First, we did go through the most often used price guide(s) to establish a list of the Top 30 dollar values ascribed to cards from the years 1950 through 1959. As we did this we weeded out the cards from regional issues or cards that were not broadly accessible to the collectors of that era, such as the 1954 Bowman Ted Williams which was pulled from production early that spring because of contractual issues. We did this for both raw card values and the values of cards which had been graded “Mint”, but not Gem Mint. In other words, we listed the cards that carried the equivalent of a PSA 9.

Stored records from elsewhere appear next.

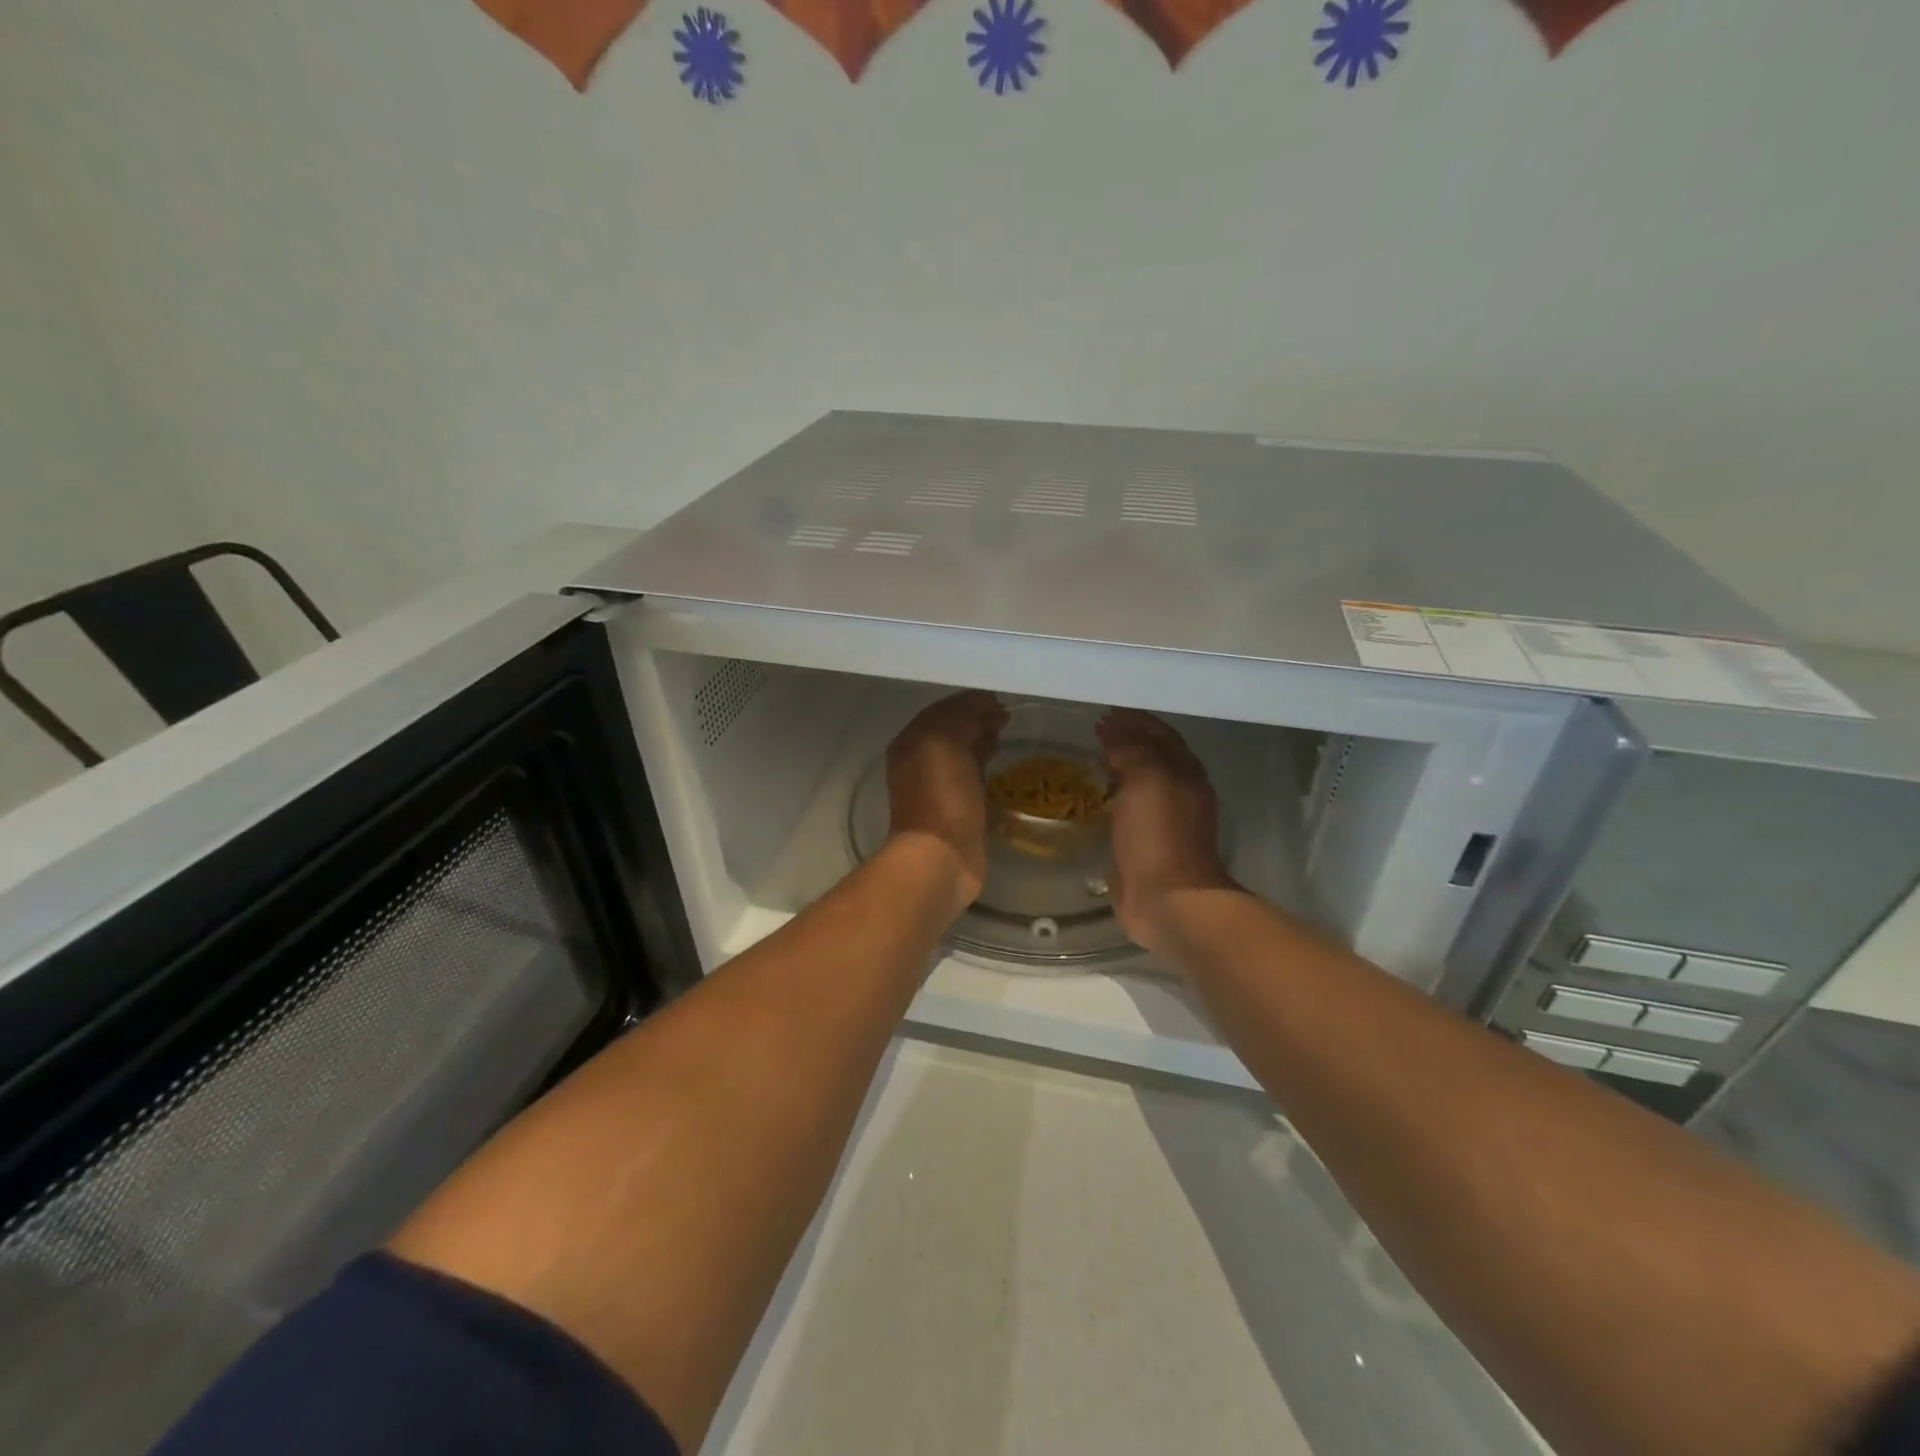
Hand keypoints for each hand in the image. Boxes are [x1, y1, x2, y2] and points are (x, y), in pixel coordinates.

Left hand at [886, 690, 1007, 918]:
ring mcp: (937, 787)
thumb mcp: (945, 742)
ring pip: (961, 753)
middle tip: (1005, 713)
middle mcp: (919, 761)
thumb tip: (985, 704)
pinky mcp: (956, 809)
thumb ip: (962, 717)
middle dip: (976, 718)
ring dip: (980, 740)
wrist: (941, 857)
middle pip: (951, 730)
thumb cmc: (941, 796)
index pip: (942, 709)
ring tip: (1004, 732)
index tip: (998, 696)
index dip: (968, 701)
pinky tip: (999, 763)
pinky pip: (971, 777)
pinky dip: (983, 765)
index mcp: (911, 742)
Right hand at [1095, 708, 1235, 957]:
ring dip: (1119, 768)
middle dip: (1127, 741)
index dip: (1134, 720)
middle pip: (1152, 756)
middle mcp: (1178, 791)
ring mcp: (1163, 820)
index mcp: (1184, 772)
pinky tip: (1092, 798)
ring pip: (1140, 783)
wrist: (1169, 900)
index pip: (1159, 734)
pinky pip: (1127, 810)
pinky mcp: (1144, 845)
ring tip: (1090, 759)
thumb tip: (1111, 727)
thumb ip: (1131, 749)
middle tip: (1092, 732)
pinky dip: (1112, 797)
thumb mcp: (1147, 780)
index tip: (1103, 711)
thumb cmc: (1160, 835)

Using that list of 30 cards, we then checked what these cards had sold for at auction in recent history. After all, an item is only worth what someone is willing to pay to obtain it, right? The functions of eBay and auction monitoring web sites were very helpful at this juncture.

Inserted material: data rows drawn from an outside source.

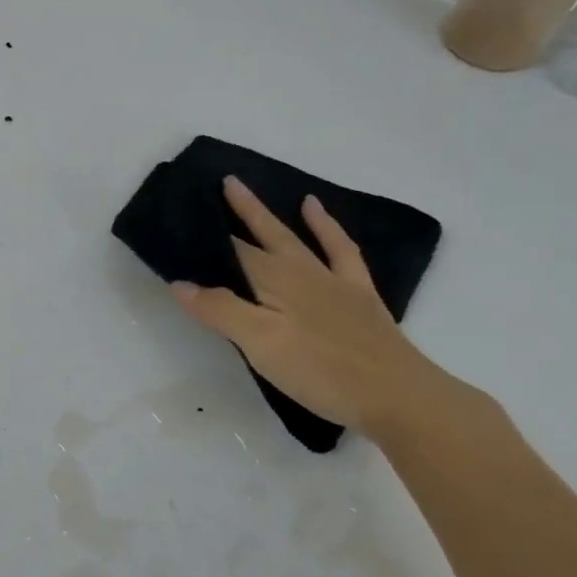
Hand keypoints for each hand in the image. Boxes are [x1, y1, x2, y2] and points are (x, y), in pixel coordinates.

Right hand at [170, 176, 450, 438]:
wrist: (396, 395)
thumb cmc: (320, 371)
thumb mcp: (260, 344)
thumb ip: (220, 310)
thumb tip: (180, 282)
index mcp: (273, 280)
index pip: (233, 251)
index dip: (209, 236)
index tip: (187, 216)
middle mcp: (301, 270)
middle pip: (263, 235)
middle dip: (241, 210)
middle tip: (224, 181)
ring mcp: (332, 280)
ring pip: (295, 237)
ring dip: (273, 214)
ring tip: (257, 192)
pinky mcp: (358, 294)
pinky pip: (341, 249)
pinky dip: (327, 227)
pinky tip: (319, 213)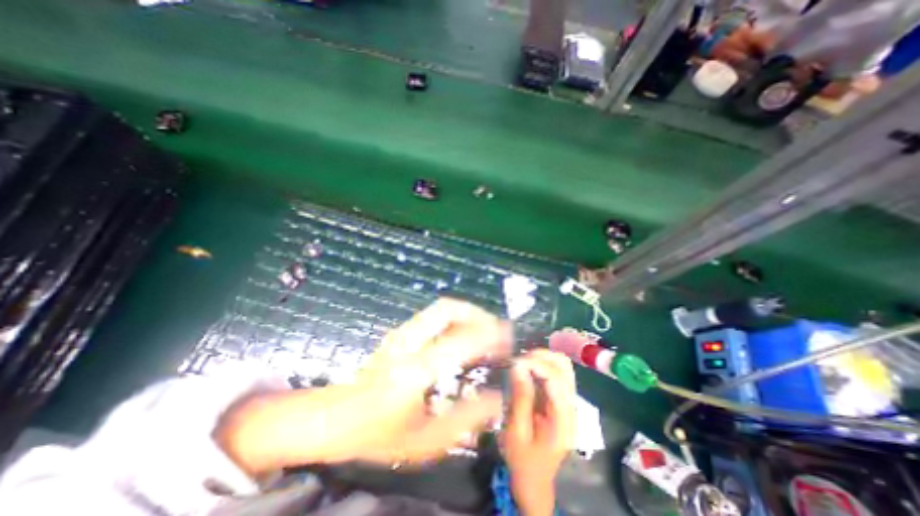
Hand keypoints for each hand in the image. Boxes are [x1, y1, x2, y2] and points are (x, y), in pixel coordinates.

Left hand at [221, 298, 513, 474]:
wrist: (333, 418)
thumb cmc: (376, 434)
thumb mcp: (423, 441)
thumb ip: (465, 420)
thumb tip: (496, 398)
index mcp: (414, 370)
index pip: (460, 340)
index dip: (488, 335)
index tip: (507, 338)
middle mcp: (408, 342)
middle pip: (448, 309)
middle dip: (477, 313)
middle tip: (496, 330)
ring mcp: (401, 333)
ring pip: (441, 309)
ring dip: (467, 314)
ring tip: (484, 331)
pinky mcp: (399, 333)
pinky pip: (434, 317)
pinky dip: (454, 319)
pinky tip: (462, 336)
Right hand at [503, 348, 572, 514]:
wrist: (535, 480)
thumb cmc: (522, 460)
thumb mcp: (516, 432)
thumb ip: (520, 399)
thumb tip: (518, 367)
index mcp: (562, 419)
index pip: (556, 379)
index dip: (536, 364)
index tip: (515, 362)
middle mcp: (571, 407)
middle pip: (564, 367)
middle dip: (541, 357)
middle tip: (518, 361)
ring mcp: (569, 402)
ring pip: (563, 366)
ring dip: (543, 358)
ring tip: (523, 362)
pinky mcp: (562, 400)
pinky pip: (557, 372)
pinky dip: (543, 364)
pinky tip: (528, 368)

Once this step was complete we trimmed what we had to a a list of 25 cards with the highest total of raw and graded prices, added the most recent “sale” information that was available, and then averaged out the raw, graded and realized dollar values of the cards on the list. For example, the 1955 Topps card of Roberto Clemente (#164) has a raw price guide value of $2,200. A graded card with a “9” carries a priced worth of $55,000, but the most recently sold item went for $34,409. Thus, those three values were averaged and the “value” of the card was determined at $30,536.
Simple, right? Right.
Regardless of the formula used or time needed to form the list, it was an interesting exercise to help determine the 15 most valuable baseball cards of the 1950s. Not everyone will care that the graded cards were included in the figured value, but those sales do drive value and eventually affect the raw cards. And, though the most valuable card was not a surprise when it came up as the 1952 Topps Mickey Mantle #311 (despite the fact that it is known to be a double-printed card), some of the other cards on the list may surprise you.

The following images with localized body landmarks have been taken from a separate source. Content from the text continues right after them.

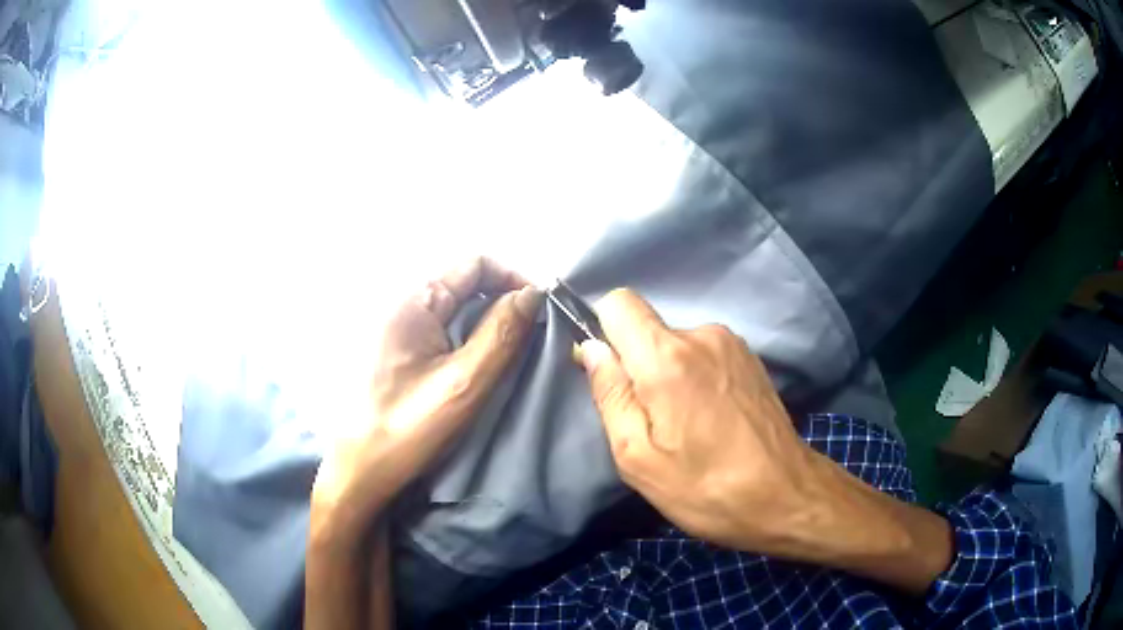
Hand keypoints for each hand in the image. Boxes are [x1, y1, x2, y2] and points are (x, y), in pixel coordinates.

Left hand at [311, 258, 541, 544]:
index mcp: (413, 300)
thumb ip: (502, 333)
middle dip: (501, 298)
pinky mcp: (393, 348)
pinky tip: (476, 361)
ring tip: (509, 347)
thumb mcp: (465, 382)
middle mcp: (400, 302)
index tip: (541, 308)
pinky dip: (465, 334)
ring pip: (452, 305)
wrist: (360, 470)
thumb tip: (532, 294)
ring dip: (485, 318)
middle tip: (531, 331)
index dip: (513, 278)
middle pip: (462, 282)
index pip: (474, 264)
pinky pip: (438, 326)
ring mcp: (393, 326)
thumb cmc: (409, 428)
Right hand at [579, 289, 951, 594]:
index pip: (618, 303)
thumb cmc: (706, 488)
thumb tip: (591, 349)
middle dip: (638, 367)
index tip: (611, 375)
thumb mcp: (639, 458)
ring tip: (687, 425)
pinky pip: (703, 352)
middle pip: (647, 329)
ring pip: (675, 343)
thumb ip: (610, 396)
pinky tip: (712, 417)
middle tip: (654, 422)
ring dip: (669, 375)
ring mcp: (731, 343)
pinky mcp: (750, 357)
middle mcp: (702, 335)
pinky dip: (696, 376)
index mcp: (667, 358)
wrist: (787, 495)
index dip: (603, 331)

In fact, not everyone on the list is a Hall of Fame player as the 1952 card of Andy Pafko made the cut. Of course, his card is card #1 in the iconic 1952 Topps set and high grade examples are rare. When one considers lower grade Pafkos, the result would be different. The 1951 Bowman rookie card of Whitey Ford may have benefited from the #1 card position as well. As long-time collectors know, the top card was often subject to rubber band marks and other wear from sitting atop a childhood stack of cards.
Here’s the list:
#1 – 1952 Topps #311 Mickey Mantle (figured value of $254,196)
#2 – 1951 Bowman #253 Mickey Mantle RC (figured value of $156,050)
#3 – 1952 Topps #1 Andy Pafko (figured value of $69,442)*
#4 – 1951 Bowman #305 Willie Mays RC (figured value of $61,092)
#5 – 1953 Topps #82 Mickey Mantle (figured value of $59,423)
#6 – 1952 Topps #407 Eddie Mathews RC (figured value of $53,912)*
#7 – 1953 Topps #244 Willie Mays (figured value of $35,173)*
#8 – 1955 Topps #164 Roberto Clemente RC (figured value of $30,536)
#9 – 1954 Bowman #65 Mickey Mantle (figured value of $29,147)
#10 – 1951 Bowman #1 Whitey Ford RC (figured value of $28,919)
#11 – 1954 Topps #128 Hank Aaron RC (figured value of $28,608)
#12 – 1955 Topps #123 Sandy Koufax RC (figured value of $26,671)
#13 – 1954 Topps #94 Ernie Banks RC (figured value of $25,146)
#14 – 1952 Topps #261 Willie Mays (figured value of $18,117)
#15 – 1952 Bowman #218 Willie Mays (figured value of $17,391)
* In a few instances the best graded card sold was an “8.” However, the placement of the card on the list would not have changed even factoring in a doubling of the card’s value by taking it to a “9,” and so the list remained intact.